Anyway, I quickly typed up Bloomberg's interview of Black, since I thought it might be of interest here. Here it is in its entirety:
Bloomberg: Since J.P. Morgan has just reported, beating the estimates... what do you make of their earnings report and what it says about J.P. Morgan and the banks more broadly?
Black: We can't really trust any earnings reports we get, since they changed the accounting rules about two weeks ago, so that management now can give values to assets that it thinks they should have... well, of course they think they should have very high values.
Bloomberg: Well, when you look at something like the credit card losses and the default rates-- is this the kind of problem that a bank like J.P. Morgan kind of can take in stride? or not? and more broadly, what does this mean for all the banks? Because everyone faces this now.
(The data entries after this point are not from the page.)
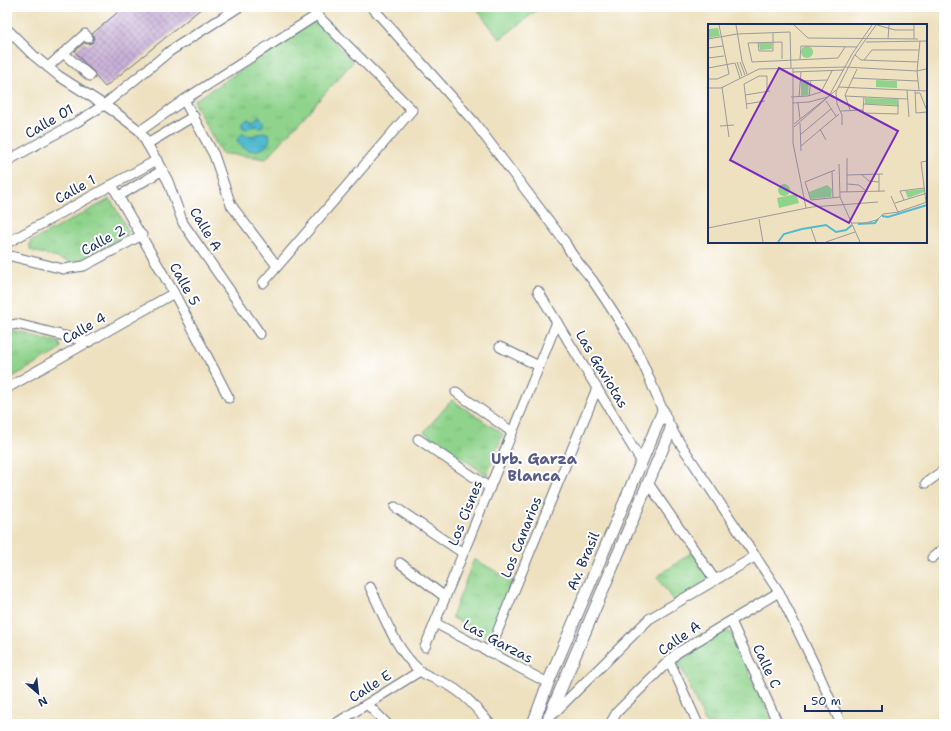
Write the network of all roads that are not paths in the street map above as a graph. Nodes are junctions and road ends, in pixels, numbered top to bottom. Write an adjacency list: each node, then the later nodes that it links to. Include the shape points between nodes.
1 (239, 7): 9 (street, Calle 01, via 170,51)
2 (372, 7): 35 (street, via 474,122 565,242 570,254 592,281 631,341)
3 (7, 29): 6 (street)
4 (88, 38): 5 (street, via 85,34)
5 (64, 53): 6 (street); 7 (street)
6 (48, 67): 9 (street)
7 (90, 76)
8 (184, 100): 10 (street); 11 (street); 21 (street, via 317,15 412,110)
9 (104, 105): 11 (street); 14 (street, Calle 01)
10 (194, 116): 12 (street); 21 (street, via 214,155 231,205)
11 (140, 131): 12 (street, Calle A)
12 (148, 144): 13 (street, Calle A)
13 (156, 160): 15 (street, Calle A); 16 (street, Calle 1)
14 (7, 161)
15 (162, 170): 17 (street); 27 (street, Calle A, via 184,223)
16 (112, 185): 17 (street, Calle 5); 19 (street, Calle 1)
17 (119, 196): 18 (street, Calle 5)
18 (142, 235): 20 (street, Calle 2, via 84,266 63,269); 24 (street, Calle 5)
19 (7, 243)
20 (7, 255)
21 (277, 266): 22 (street)
22 (263, 283)
23 (538, 292): 25 (street, Las Gaviotas)
24 (174, 293): 28 (street, Calle 4); 34 (street, Calle 5)
25 (557, 322): 30 (street, Los Cisnes); 32 (street, Las Gaviotas)
26 (7, 326): 28 (street, via 17,324)
27 (260, 334)
28 (89, 342): 31 (street, Calle 4)
29 (500, 347): 30 (street)
30 (539, 366): 37 (street, Los Cisnes)
31 (7, 388)
32 (597, 388): 39 (street, Las Gaviotas); 57 (street, Los Canarios)
33 (456, 392): 37 (street)
34 (229, 398)
35 (662, 411): 36 (street); 39 (street, Av. Brasil)
36 (671, 429): 42 (street, Av. Brasil); 47 (street)
37 (512, 432): 43 (street, Los Cisnes)
38 (418, 440): 43 (street)
39 (641, 461): 60 (street, Av. Brasil)
40 (944, 470): 41 (street)
41 (926, 483)
42 (648, 484): 50 (street); 62 (street, Av. Brasil)
43 (490, 488): 46 (street, Los Cisnes)
44 (395, 507): 46 (street)
45 (944, 548): 48 (street)
46 (463, 553): 53 (street, Los Cisnes)
47 (756, 556): 50 (street); 52 (street)
48 (932, 558)
49 (400, 563): 53 (street)
50 (715, 580): 62 (street, via 649,618)
51 (370, 587): 59 (street, via 400,650)
52 (779, 592): 54 (street, Calle A); 70 (street)
53 (445, 597): 55 (street, Los Cisnes)
54 (731, 621): 58 (street, Calle A); 69 (street, Calle C)
55 (435, 623): 56 (street, Los Cisnes); 57 (street, Las Garzas)
56 (425, 647)
57 (489, 652): 60 (street, Las Garzas)
58 (669, 660): 67 (street, Calle A, via 617,712); 68 (street)
59 (420, 671): 61 (street, Calle E); 65 (street, via 459,692)
60 (548, 683): 66 (street, Av. Brasil)
61 (367, 704): 63 (street, Calle E); 64 (street)
62 (546, 722)
63 (335, 724)
64 (387, 724)
65 (490, 724)
66 (533, 724)
67 (610, 724)
68 (698, 724)
69 (777, 724)
70 (841, 724)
Black: Well, their defaults on their credit card portfolio were up very substantially. That's very bad news going forward, not just for them, but for all similarly situated competitors, who are going to be experiencing that. It's going to be a lagged effect, as people lose income and jobs, they're going to start defaulting on credit cards more.
Bloomberg: Well, what about bank reserves then?
Black: Well, bank reserves are grotesquely too small. So, that's where the real games are being played. They're not reserving for the losses. And that's what the accounting rules were just changed to facilitate exactly that kind of lying to the public.
Bloomberg: Ooh! Well, what about the stress test? Isn't that what they're going to test for-- that they're going to have enough reserves relative to the economy?
Black: Well the stress test doesn't test for reserves at all, because it doesn't test for asset quality at all, or for losses at all. It's a farce in truth. I called it a sham in print, and that's what it's going to be. And you see what of course the leaks are that everybody passed the stress test even though there's supposedly a two trillion dollar hole according to Treasury Secretary Geithner. Well how can all the banks collectively pass the stress test if they collectively need two trillion dollars in U.S. taxpayer money?
Bloomberg: But isn't the idea that before we get the results, that the Treasury or someone is going to announce that for the weakest banks, they're going to do pre-emptive capital injections, maybe arrange some pre-emptive mergers?
Black: Well, if they arrange mergers that actually strengthen banks without even bigger bigger banks-- because we've seen that the bigger the bank, the worse the problem-- that would be a good thing. If they're going to put capital in, well that's a violation of the law. We have a law-- the Prompt Corrective Actions law, that says you're not supposed to be doing anything like that. The prior administration violated that law, and the current administration is violating that law. It's a terrible policy and it's not very good to violate the law.
Bloomberg: Terrible policy-- Tim Geithner, the Treasury Secretary-- doesn't he know what he's doing?
Black: Geithner has a record of being a failure at every step of his career. Most recently he was president of the Federal Reserve of New York, which of course is supposed to regulate the largest bank holding companies in the United States. Well you can see how well he did at that-- he didn't take a single effective action against this coming subprime crisis; he didn't even warn about it. When he was asked recently in Congress, he said well, I've never been a regulator. Well, his job description was to be a regulator; I grant you that he never regulated, but that's not the same thing.
Bloomberg: What's the next step here, what's the next big shoe to drop?
Black: Well, commercial loans are already dropping, so I think that commercial real estate is going to be a world of hurt that's going to flow through not just into banks, but into many insurance companies which hold commercial real estate. As you can see, credit cards are already hitting as well.
Bloomberg: Citigroup-- is this a bank that's ever going to be viable? Is it going to be nationalized despite all the protestations of the goverenment?
Black: It is a perfect example of if it's too big to fail, it's too big to run and it's too big to regulate. It desperately needs to be broken up into units. Some of the units might be salvageable, but as a whole, it's simply a disaster.